# Lineage tree

This example shows how lineage trees can be passed, specifically
useful for the {class}`~moscot.problems.time.LineageProblem`, which requires lineage information.
Check [moslin](https://github.com/theislab/moslin) {cite}`lange-moslin:23` for examples on real-world data.

{mod}`moscot` allows this by passing the:
1. precomputed cost matrices,
2. barcode information,
3. or the lineage tree as a {class}`~networkx.DiGraph`.

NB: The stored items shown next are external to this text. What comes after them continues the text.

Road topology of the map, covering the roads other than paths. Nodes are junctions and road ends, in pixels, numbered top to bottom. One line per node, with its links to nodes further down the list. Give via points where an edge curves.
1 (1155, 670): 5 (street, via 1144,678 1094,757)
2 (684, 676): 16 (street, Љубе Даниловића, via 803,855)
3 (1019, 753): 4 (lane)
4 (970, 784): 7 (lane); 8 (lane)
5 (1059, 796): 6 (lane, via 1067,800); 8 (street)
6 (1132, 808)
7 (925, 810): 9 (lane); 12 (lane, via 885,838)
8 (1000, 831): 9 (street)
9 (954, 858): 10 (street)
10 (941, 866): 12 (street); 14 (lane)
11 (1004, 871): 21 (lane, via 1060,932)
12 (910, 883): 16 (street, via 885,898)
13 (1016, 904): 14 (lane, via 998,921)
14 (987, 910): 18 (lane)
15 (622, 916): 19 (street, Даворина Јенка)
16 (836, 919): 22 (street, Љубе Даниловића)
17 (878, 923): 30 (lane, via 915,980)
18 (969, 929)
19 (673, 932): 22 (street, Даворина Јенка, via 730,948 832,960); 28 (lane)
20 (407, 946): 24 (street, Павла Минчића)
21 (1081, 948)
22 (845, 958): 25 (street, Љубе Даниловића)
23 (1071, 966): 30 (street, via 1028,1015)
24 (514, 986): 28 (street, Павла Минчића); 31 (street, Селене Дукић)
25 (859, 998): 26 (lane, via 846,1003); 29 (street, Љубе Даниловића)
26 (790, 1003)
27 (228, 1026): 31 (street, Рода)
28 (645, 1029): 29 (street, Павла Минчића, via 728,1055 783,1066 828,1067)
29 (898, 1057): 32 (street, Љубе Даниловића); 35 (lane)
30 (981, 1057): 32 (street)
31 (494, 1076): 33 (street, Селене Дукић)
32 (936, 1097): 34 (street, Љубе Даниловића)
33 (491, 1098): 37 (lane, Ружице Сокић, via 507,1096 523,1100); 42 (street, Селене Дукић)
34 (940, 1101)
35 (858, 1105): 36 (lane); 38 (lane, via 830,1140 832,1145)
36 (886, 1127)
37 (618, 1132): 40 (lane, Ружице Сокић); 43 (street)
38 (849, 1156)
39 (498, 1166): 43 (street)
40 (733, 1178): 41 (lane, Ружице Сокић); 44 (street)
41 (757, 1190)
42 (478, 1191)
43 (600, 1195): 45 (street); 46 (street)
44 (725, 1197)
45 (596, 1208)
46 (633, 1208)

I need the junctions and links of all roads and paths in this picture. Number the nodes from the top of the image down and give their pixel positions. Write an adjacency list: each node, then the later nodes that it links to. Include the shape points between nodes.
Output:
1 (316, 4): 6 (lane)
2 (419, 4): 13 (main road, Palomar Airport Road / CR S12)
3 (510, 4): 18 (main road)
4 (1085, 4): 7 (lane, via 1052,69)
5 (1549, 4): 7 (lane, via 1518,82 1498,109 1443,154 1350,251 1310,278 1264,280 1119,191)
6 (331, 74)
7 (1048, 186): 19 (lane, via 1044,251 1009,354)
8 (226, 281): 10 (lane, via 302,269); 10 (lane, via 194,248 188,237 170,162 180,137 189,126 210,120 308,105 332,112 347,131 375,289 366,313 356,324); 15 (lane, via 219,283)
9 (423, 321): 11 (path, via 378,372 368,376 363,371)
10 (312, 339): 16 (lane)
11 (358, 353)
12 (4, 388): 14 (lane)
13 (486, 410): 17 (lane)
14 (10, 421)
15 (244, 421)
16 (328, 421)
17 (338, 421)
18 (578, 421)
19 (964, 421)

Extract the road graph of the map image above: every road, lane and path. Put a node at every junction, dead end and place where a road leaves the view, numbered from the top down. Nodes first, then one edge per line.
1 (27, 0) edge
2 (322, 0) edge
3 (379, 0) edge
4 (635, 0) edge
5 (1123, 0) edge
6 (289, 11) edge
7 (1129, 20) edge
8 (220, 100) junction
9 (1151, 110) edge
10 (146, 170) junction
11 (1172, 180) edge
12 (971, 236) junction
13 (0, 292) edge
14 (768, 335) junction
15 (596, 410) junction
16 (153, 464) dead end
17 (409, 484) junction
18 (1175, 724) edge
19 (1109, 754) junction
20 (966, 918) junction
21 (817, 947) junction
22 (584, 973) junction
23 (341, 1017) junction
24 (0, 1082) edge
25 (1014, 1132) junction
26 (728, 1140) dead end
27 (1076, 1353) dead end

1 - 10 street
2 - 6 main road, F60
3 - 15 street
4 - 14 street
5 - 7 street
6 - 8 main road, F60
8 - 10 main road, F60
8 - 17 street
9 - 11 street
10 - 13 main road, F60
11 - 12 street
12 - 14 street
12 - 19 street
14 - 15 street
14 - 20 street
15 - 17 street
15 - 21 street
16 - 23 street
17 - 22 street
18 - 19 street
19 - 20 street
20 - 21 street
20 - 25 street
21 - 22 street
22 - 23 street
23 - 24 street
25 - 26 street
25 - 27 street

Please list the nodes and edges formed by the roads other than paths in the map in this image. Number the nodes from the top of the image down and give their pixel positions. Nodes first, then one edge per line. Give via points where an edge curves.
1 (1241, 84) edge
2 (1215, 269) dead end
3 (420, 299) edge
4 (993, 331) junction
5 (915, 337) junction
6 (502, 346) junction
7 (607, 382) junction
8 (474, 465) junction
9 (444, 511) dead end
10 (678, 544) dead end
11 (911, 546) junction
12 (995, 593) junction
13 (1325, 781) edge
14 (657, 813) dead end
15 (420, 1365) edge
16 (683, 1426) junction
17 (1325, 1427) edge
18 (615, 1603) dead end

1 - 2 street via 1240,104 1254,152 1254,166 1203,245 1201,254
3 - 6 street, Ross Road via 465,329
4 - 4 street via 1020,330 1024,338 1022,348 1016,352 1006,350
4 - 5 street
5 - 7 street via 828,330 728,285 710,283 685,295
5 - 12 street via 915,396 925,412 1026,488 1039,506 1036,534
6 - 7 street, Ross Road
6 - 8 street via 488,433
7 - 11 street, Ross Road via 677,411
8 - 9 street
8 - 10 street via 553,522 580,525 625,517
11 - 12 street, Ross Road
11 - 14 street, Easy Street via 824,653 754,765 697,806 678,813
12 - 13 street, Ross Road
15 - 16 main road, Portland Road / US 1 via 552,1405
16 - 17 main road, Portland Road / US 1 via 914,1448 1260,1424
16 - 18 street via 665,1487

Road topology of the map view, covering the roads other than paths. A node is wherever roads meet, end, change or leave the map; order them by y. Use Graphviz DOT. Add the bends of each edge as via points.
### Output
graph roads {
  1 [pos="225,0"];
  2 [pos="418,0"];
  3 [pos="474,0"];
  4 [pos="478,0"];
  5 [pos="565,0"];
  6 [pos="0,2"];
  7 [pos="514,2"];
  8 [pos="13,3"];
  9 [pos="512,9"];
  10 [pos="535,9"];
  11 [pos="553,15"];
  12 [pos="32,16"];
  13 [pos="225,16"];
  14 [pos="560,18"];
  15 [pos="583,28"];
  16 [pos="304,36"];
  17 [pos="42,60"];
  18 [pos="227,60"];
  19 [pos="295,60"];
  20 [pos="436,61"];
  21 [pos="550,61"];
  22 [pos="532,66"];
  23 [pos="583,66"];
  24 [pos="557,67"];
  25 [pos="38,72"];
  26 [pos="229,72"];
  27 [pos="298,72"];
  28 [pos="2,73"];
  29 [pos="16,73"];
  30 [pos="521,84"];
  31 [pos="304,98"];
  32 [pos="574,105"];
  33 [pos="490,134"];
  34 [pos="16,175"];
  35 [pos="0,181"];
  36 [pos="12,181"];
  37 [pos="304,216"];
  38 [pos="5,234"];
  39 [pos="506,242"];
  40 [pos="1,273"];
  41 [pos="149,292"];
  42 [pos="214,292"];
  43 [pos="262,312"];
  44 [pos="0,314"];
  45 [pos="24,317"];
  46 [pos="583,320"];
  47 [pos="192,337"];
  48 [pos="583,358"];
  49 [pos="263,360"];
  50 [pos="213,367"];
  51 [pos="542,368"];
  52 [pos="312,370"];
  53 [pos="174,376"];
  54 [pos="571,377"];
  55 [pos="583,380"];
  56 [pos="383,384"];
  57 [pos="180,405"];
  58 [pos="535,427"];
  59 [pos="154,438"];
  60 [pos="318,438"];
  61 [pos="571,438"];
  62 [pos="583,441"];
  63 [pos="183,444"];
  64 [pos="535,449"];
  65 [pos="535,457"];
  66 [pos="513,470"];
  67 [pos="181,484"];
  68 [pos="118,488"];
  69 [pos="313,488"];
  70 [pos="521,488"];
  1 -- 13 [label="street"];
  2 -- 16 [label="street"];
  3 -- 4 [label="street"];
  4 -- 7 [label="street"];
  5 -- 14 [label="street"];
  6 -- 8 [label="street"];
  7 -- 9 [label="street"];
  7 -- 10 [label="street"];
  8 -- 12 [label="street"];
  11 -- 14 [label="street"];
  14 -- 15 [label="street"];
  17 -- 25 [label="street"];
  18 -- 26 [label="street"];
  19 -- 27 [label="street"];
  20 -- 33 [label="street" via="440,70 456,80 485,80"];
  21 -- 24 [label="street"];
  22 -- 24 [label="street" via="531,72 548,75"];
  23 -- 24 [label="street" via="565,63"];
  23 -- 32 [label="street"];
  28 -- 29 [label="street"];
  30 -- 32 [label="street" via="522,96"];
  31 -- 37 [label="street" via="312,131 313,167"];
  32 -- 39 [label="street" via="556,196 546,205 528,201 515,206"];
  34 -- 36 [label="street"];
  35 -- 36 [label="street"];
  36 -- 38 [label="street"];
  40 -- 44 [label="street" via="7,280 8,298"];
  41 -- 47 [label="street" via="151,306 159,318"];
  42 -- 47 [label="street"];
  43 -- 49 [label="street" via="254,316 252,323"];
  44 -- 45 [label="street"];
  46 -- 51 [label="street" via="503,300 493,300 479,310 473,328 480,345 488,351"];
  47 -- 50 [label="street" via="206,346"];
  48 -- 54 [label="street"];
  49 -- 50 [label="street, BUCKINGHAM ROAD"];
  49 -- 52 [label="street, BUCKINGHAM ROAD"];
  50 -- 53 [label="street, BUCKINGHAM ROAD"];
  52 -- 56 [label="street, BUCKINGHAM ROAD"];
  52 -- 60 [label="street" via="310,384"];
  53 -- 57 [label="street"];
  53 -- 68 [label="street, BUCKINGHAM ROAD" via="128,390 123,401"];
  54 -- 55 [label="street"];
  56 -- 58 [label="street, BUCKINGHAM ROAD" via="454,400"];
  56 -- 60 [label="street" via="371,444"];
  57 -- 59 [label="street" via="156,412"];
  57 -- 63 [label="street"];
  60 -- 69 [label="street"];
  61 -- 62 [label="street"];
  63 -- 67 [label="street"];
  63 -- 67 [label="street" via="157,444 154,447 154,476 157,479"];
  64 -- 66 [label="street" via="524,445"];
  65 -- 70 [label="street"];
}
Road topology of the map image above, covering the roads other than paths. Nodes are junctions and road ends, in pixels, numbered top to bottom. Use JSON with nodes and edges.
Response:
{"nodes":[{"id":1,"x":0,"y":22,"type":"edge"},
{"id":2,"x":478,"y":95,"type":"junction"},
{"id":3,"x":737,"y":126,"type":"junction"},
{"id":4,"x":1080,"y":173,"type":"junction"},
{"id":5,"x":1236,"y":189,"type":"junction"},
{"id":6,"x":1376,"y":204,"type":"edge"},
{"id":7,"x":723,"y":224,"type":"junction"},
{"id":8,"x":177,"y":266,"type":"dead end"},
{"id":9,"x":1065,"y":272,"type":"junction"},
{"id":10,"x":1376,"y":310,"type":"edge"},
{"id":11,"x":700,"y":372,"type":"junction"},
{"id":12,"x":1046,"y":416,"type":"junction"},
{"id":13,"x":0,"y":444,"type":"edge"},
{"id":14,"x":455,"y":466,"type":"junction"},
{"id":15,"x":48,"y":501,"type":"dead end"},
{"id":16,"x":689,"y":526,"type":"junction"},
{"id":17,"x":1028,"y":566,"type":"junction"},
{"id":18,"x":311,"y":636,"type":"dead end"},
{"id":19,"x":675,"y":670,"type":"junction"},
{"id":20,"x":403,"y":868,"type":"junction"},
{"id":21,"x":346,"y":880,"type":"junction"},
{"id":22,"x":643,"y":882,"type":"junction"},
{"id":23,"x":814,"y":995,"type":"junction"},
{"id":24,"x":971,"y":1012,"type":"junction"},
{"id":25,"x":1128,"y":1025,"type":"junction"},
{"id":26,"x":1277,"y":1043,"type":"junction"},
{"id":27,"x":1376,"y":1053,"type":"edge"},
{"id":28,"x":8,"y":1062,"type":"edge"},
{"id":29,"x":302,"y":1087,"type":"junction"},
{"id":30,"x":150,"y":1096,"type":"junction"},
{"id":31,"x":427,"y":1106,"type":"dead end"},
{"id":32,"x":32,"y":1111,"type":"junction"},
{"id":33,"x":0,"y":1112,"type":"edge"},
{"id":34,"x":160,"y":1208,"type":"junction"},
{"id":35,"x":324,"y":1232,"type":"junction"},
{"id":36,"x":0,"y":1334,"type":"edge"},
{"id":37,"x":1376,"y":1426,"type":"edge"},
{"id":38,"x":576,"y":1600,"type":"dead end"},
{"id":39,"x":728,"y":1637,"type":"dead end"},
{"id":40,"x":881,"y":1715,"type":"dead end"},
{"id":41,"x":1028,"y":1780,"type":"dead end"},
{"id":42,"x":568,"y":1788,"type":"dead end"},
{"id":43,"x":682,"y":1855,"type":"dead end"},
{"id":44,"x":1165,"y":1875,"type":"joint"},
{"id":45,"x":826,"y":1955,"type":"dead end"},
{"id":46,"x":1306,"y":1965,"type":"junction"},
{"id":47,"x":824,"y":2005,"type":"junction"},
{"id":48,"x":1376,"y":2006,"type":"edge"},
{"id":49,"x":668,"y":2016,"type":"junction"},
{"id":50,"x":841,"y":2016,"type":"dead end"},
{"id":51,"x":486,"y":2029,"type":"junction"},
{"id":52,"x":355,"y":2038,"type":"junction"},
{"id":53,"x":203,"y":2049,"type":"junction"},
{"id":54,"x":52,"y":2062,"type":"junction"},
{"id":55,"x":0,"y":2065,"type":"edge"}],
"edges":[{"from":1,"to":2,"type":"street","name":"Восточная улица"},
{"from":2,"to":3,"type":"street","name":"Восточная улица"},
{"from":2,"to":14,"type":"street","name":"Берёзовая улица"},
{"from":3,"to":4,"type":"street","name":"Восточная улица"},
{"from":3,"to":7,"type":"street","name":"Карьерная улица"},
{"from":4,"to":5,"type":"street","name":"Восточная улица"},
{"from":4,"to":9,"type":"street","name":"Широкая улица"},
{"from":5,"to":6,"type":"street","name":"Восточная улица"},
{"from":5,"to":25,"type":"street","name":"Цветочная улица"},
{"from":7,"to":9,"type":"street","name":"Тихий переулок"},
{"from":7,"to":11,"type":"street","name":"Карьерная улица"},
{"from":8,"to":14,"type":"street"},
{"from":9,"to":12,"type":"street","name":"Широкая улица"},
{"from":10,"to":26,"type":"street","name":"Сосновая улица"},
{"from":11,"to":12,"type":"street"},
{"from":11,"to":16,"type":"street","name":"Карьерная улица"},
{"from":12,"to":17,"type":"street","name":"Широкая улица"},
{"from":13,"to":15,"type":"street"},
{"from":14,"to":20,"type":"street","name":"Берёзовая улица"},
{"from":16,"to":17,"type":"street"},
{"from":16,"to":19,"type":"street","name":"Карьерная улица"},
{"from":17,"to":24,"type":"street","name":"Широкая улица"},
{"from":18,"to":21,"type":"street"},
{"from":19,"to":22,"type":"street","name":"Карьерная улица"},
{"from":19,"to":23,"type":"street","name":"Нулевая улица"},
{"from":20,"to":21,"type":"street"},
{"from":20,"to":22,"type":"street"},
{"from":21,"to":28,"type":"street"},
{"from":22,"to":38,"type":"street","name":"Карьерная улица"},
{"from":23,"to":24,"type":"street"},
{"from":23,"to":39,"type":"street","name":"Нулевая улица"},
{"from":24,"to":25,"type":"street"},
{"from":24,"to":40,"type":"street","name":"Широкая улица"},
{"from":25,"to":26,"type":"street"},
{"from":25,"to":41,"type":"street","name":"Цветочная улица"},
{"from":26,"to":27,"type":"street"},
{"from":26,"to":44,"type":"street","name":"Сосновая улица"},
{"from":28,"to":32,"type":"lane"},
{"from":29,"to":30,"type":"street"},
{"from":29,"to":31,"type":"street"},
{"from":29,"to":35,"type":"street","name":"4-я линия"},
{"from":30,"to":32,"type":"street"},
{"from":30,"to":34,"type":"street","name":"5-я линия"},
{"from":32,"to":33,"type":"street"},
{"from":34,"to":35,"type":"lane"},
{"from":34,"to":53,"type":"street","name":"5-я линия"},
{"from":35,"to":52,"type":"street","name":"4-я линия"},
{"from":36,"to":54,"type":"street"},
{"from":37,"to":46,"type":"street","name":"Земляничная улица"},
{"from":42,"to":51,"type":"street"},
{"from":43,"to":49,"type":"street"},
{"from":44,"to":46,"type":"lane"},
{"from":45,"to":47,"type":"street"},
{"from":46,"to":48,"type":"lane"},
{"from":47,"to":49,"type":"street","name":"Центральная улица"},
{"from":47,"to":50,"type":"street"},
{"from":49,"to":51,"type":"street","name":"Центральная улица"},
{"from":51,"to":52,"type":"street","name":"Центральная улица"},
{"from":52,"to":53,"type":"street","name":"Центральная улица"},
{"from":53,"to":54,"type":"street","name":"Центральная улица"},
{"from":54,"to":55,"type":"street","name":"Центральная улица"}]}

In this notebook, we consider the lineage tree case.

:::{seealso}
- TODO: link to other relevant examples
:::

## Imports and data loading

In [1]:
from moscot import datasets
from moscot.problems.time import LineageProblem

Simulate data using {func}`~moscot.datasets.simulate_data`.

In [2]:
adata = datasets.simulate_data(n_distributions=3, key="day", quad_term="tree")
adata

AnnData object with n_obs × n_vars = 60 × 60
    obs: 'day', 'celltype'
    uns: 'trees'

We assume trees are saved in {attr}`~anndata.AnnData.uns` as a {class}`dict`, where each key is a value in {attr}`~anndata.AnnData.obs` and each value is a {class}`~networkx.DiGraph`.

In [3]:
adata.uns["trees"]

{0: <networkx.classes.digraph.DiGraph at 0x7fb4786c9ae0>,
 1: <networkx.classes.digraph.DiGraph at 0x7fb4786c9720>,
 2: <networkx.classes.digraph.DiGraph at 0x7fb4786c94b0>}

## Leaf distance

Now, we can instantiate and prepare the {class}`~moscot.problems.time.LineageProblem` by specifying the cost.

In [4]:
lp = LineageProblem(adata)
lp = lp.prepare(
    time_key="day",
    lineage_attr={"attr": "uns", "key": "trees", "cost": "leaf_distance"},
)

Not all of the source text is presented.